Jak mówi dr Aleksandra Rabinovitch z Wydziału Psychologii Uniwersytetu SWPS w Sopocie, to właśnie możliwość bliskiego kontaktu może być tym, co tak nas przyciąga do futrzastych zwierząt, bo kojarzymy ją z miłością i bezpieczeństwem. – Pokazał to już klasyczny i kontrowersyjny ze względu na metody eksperyment Harlowa, przeprowadzony na makakach. Młode makaki odbierano matkom i umieszczano w klatkach, jedne samotnie, inne w towarzystwie lalki obleczonej w sztuczne futerko. Okazało się, że małe makaki wychowywane z tym nieożywionym włochatym obiektem wykształciły o wiele większe poczucie bezpieczeństwa niż maluchy siedzące w klatce samotnie – mówi dr Rabinovitch. Tak samo może być u ludzi – kontakt z miękkim i ciepłym zwierzęciem może budzić w nas poczucie komfortu i spokoju.
Jak z kolei uważa prof. Ádám Miklósi z Uniwersytetu Loránda Eötvösa w Budapeszcie, ze względu na to, że nasze dzieci bardzo długo wymagają rodzicielskiej opieki, ludzie od zarania dziejów mają bardzo rozwinięty instynkt opiekuńczy. A dzieci odchodzą albo w ogóle ich nie ma – i ten silny instynkt musi znaleźć ujście. Dlatego właśnie jesteśmy jedynym gatunkiem na ziemi, który opiekuje się innym dla własnej przyjemności. – Badania pokazują, że w taką rolę chętniej wchodzą kobiety. To one częściej traktują psy i koty jak dzieci, chcą się nimi opiekować, z kolei mężczyźni mają bardziej potrzebę kontroli zwierzęcia, nauczenia go czegoś, wytresowania – mówi dr Rabinovitch.
Dużą rolę w naszych relacjach ze zwierzętami może też odgrywać poczucie samotności, a dziś jest ono powszechne. – Badania pokazują, że samotność uwrażliwia nas na dostrzeganie w otoczeniu, w zwierzętach takich cech jak ciepło, wspólnotowość, troska – mówi dr Rabinovitch.

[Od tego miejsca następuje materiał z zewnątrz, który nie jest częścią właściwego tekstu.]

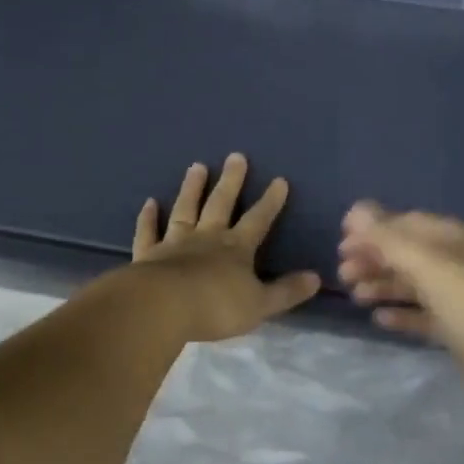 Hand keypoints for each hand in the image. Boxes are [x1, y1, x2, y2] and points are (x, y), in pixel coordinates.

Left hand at [132, 155, 320, 342]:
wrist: (163, 307)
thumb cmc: (216, 307)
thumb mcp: (260, 304)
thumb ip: (286, 291)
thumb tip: (315, 278)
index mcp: (236, 249)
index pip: (258, 220)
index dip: (270, 202)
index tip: (279, 180)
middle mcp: (206, 238)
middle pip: (220, 204)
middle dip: (231, 181)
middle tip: (236, 155)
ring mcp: (174, 243)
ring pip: (185, 209)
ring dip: (192, 188)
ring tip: (197, 166)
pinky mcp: (148, 254)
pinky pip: (149, 231)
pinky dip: (148, 217)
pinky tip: (149, 203)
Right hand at [338, 202, 463, 404]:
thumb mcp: (430, 267)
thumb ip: (389, 240)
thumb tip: (355, 210)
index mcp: (463, 241)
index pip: (412, 224)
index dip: (376, 228)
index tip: (341, 241)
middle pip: (412, 254)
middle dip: (376, 259)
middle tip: (342, 272)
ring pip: (416, 286)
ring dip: (384, 285)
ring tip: (355, 296)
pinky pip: (426, 317)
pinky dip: (402, 314)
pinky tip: (379, 320)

Kiedy jesteśmy samotni, możemy mieć poczucie, że to zwierzę się o nas troszczy, że nas kocha. Samotność sprzyja antropomorfizacji zwierzęcia, dostrzeganiu w nim cech ludzkich i traktowaniu go jak człowieka – mówi psycholożka.

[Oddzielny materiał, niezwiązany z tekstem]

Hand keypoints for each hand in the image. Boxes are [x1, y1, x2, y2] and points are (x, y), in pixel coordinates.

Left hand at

Ale czy to źle? – Nie, pod warunkiem że tym pędem do uczłowieczania nie robimy krzywdy zwierzętom, np. nie zaczynamy troszczyć się o nie tak jak o ludzkie dziecko, a nie jak o zwierzę o wymaganiach właściwych dla danego gatunku – mówi dr Rabinovitch.
Na to samo zwraca uwagę dr Remigiusz Cichoń, lekarz weterynarii z Przychodni Weterynaryjnej DOG ze Skarżyska-Kamiennej i wykładowca Uniwersytetu SWPS. – Psy są przez naturę doskonale przystosowane do życia w naszym klimacie. To naprawdę nie ludzie, nie potrzebują butków na dwór, a zdecydowana większość wspaniale sobie radzi zimą bez sweterków – mówi dr Cichoń. Nadmiar troski i miłości może nasze pupile wprowadzić w poważne choroby lub nawet zabić. – Mam tu na myśli to nieustanne podkarmianie smaczkami, psy i koty są coraz bardziej otyłe, za to niewybiegane, nie mają interakcji z przedstawicielami swego gatunku. Zwłaszcza psy, które potrzebują dużo ruchu, a są wyprowadzane tylko na szybkie siusiu – mówi dr Cichoń.
Ciemna strona miłości
– Czy Polacy kochają zwierzęta? – Karolina Wiewiórkowska, szefowa schroniska Fundacji Viva w Korabiewicach, zastanawia się i nie znajduje dobrej odpowiedzi. – Z jednej strony widzę pozytywne trendy, np. popularność schroniskowego wolontariatu czy modę na przygarnianie bezdomnych zwierząt. Tylko dlaczego nasze schronisko wciąż jest pełne? – pyta. Ludzie adoptują psy czy koty, a na to miejsce natychmiast przybywają nowe. – W schronisku lądują zwierzęta ze śladami znęcania się przez ludzi, niechciane prezenty, psy i koty niewykastrowane i rozmnażane bez żadnej kontroli – mówi szefowa schroniska.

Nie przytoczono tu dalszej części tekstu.